Week of 3/7

Week of 3/7

    Woah, hello there pals! This week (or these two weeks, I suppose) have been quite interesting. I've settled into my new home (after staying for what felt like weeks at my aunt's apartment), and after throwing some stuff out, I finally found space in my room (and in the house). But no matter on that. Let's talk about the progress I've made so far with my super epic research. While I was expanding my knowledge base of Q-learning, I discovered DQN. DQN is also known as Deep Q Learning. It's kind of like Q-learning but it uses neural networks, hence the name "deep". I think that it's infinitely better than regular Q-learning, since Q-learning takes up way too much memory in its quest for game states and specific game state/action pairs. Robert says that he's looking into a deep Q-learning specific application for our dots and boxes game, but that's the extent of our progress on it so far.

Deep Q- Learning.

Regular Q-learning.

     Notice how deep Q-learning uses neural networks to assign weights and evaluate rewards.
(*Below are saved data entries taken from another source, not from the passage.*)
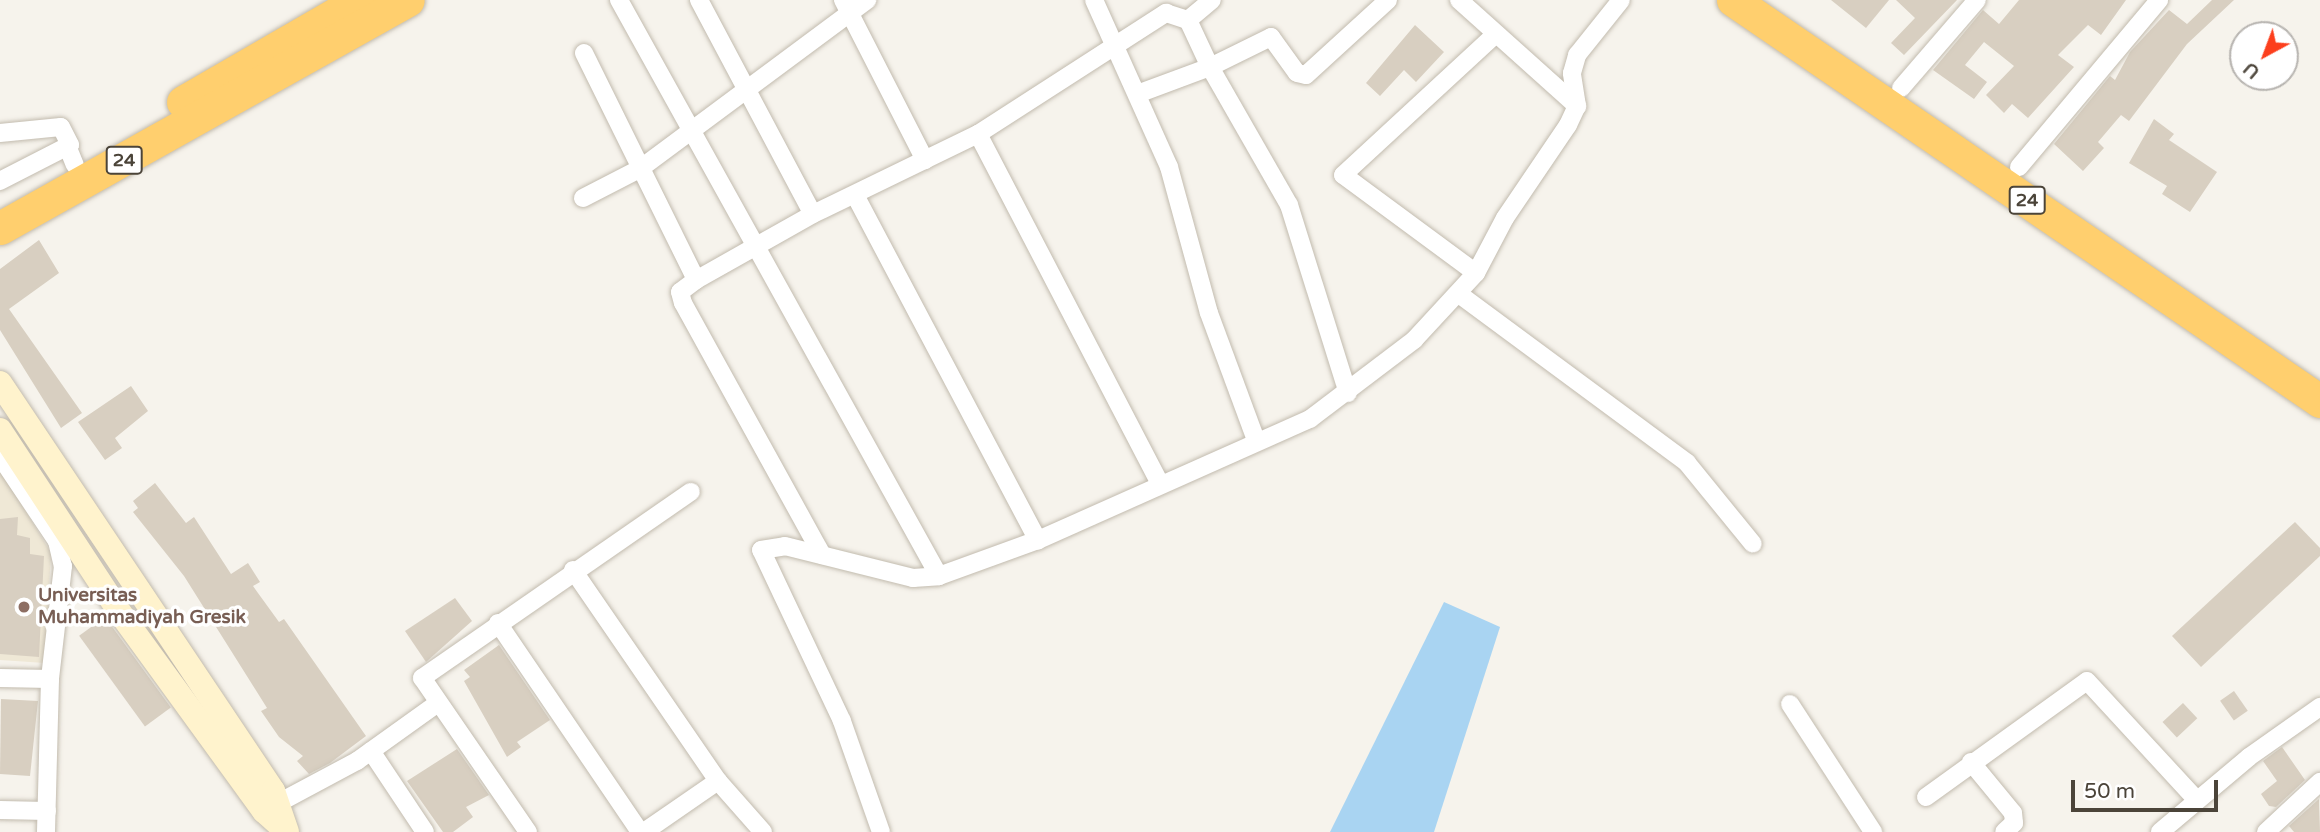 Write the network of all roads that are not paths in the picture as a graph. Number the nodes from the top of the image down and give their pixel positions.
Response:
1 (408, 0) edge
2 (619, 0) edge
3 (699, 0) edge
4 (867, 0) edge
5 (1094, 0) edge
6 (1212, 0) edge
7 (1388, 0) edge
8 (1459, 0) edge
9 (1621, 0) edge
10 (1733, 0) edge
11 (1772, 0) edge
12 (1977, 0) edge
13 (2159, 0) edge
14 (847, 7) edge
15 (362, 9) edge
16 (1188, 20) junction
17 (1496, 34) junction
18 (1117, 45) junction
19 (584, 52) dead end
20 (1210, 67) junction
21 (242, 83) junction
22 (1901, 88) junction
23 (749, 92) junction
24 (1140, 93) junction
25 (1577, 106) junction
26 (0, 133) edge
27 (690, 134) junction
28 (978, 134) junction
29 (72, 157) junction
30 (925, 160) junction
31 (2019, 167) junction
32 (641, 168) junction
33 (0, 181) edge
34 (855, 195) junction
35 (583, 198) dead end
36 (0, 202) edge
37 (813, 214) junction
38 (0, 228) edge
39 (753, 249) junction
40 (1476, 273) junction
41 (696, 280) junction
42 (1459, 294) junction
43 (2320, 376) edge
44 (0, 383) edge
45 (1348, 393) junction
46 (2320, 401) edge
47 (0, 430) edge
48 (1256, 440) junction
49 (0, 456) edge
50 (1160, 483) junction
51 (691, 492) dead end
52 (1038, 540) junction
53 (1753, 544) dead end
54 (822, 555) junction
55 (573, 570) junction
56 (940, 576) junction
57 (147, 604) junction
58 (123, 617) junction
59 (498, 623) junction
60 (0, 678) edge
61 (50, 679) junction
62 (438, 703) junction
63 (1790, 704) dead end
64 (2320, 707) edge
65 (371, 751) junction
66 (1971, 762) junction
67 (718, 781) junction
68 (2317, 791) edge
69 (1926, 797) dead end
70 (2197, 800) junction
71 (270, 807) junction
72 (0, 810) edge
73 (47, 811) junction
74 (286, 831) edge
75 (46, 832) edge
76 (425, 832) edge
77 (528, 832) edge
78 (642, 832) edge
79 (763, 832) edge
80 (881, 832) edge
81 (1873, 832) edge
82 (2004, 832) edge
83 (2161, 832) edge
84 (2266, 832) edge

1 - 15 highway, 24
2 - 27 street
3 - 23 street
4 - 14 street
5 - 18 street
6 - 16 street
7 - 20 street
8 - 17 street
9 - 25 street
10 - 46 highway, 24
11 - 22 highway, 24
12 - 22 street
13 - 31 street
14 - 23 street
14 - 30 street
15 - 21 highway, 24
16 - 18 street
16 - 20 street
17 - 25 street
17 - 40 street
18 - 24 street
18 - 28 street
19 - 32 street
20 - 24 street
20 - 45 street
21 - 29 highway, 24
21 - 38 highway, 24
22 - 31 highway, 24
23 - 27 street
23 - 37 street
24 - 48 street
25 - 40 street
26 - 29 street
27 - 32 street
27 - 39 street
28 - 30 street
28 - 50 street
29 - 33 street
29 - 36 highway, 24
30 - 34 street
31 - 43 highway, 24
32 - 35 street
32 - 41 street
34 - 37 street
34 - 52 street
37 - 39 street
39 - 41 street
39 - 56 street
40 - 42 street
41 - 54 street
42 - 45 street
42 - 53 street
44 - 57 street
45 - 48 street
47 - 58 street
48 - 50 street
49 - 61 street
50 - 52 street
51 - 55 street
52 - 56 street
54 - 56 street
54 - 80 street
55 - 59 street
55 - 67 street
57 - 58 street
57 - 71 street
58 - 71 street
59 - 62 street
59 - 78 street
60 - 61 street
61 - 73 street
62 - 65 street
62 - 77 street
63 - 81 street
64 - 70 street
65 - 71 street
65 - 76 street
66 - 69 street
66 - 70 street
66 - 82 street
67 - 78 street
67 - 79 street
68 - 84 street
70 - 83 street
71 - 74 street
72 - 73 street
73 - 75 street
On the other hand, normal Q-learning uses Q-tables and reward values (of which its parameters are set by the user). Notice how deep Q-learning just seems so much more "big-brained". The next step is to learn how to actually implement a neural network and how to format the code to run with the game itself.

     We also met with our CalTech professors on Thursday. Well, to be more accurate, we met with the grad students since Dr. (or Professor? I'm not sure which one to call him) Hassibi is busy with his smart person work. We discussed our idea of immediately finding solutions to fix our current dots-and-boxes game and our goal of finding a reinforcement learning algorithm to implement onto the game. As always, this was quickly shot down and some new ideas were pushed forth. Because we definitely want an end product, the grad students suggested that we look into supervised learning for games like tic-tac-toe. Tic-tac-toe is already a solved game, so it shouldn't be too hard. Additionally, we would try to choose an unsupervised learning method to play tic-tac-toe, and another for our dots-and-boxes game. This way, we can learn how to create the game that we want to while also ensuring for a fact that we will have an end product to present by the end of the semester.

This guy made a tic-tac-toe neural network in under an hour. He used javascript though.

     Our biggest struggle was choosing a reinforcement learning algorithm and finding a dataset for tic-tac-toe that would actually work on Python (and would make enough sense for us to format it). A lot of the websites we looked at formatted all the data very weirdly (including some websites only presenting end game game states, which I didn't think was particularly helpful for our case). We pulled through, since Will was super passionate about his Monte Carlo Search Tree reinforcement learning algorithm and found someone's code that actually played tic-tac-toe with that learning algorithm. It's pretty cool, and I can't wait for part two of his explanation of how Monte Carlo even works in the first place. 

A Crash Course I found helpful

     What I do know right now about the Monte Carlo Search Tree algorithm is that it's the same algorithm that's employed by Google's AlphaGo game. That's highly impressive. The normal tree search uses randomized "roller" assignments to determine the weights and values of each action given a game state, but I did hear him mention that it can be simplified using a neural network to automatically and efficiently determine the weights and rewards for each game state and action pair. I'm excited to explore that further and to learn some bit more. Cheers for more progress!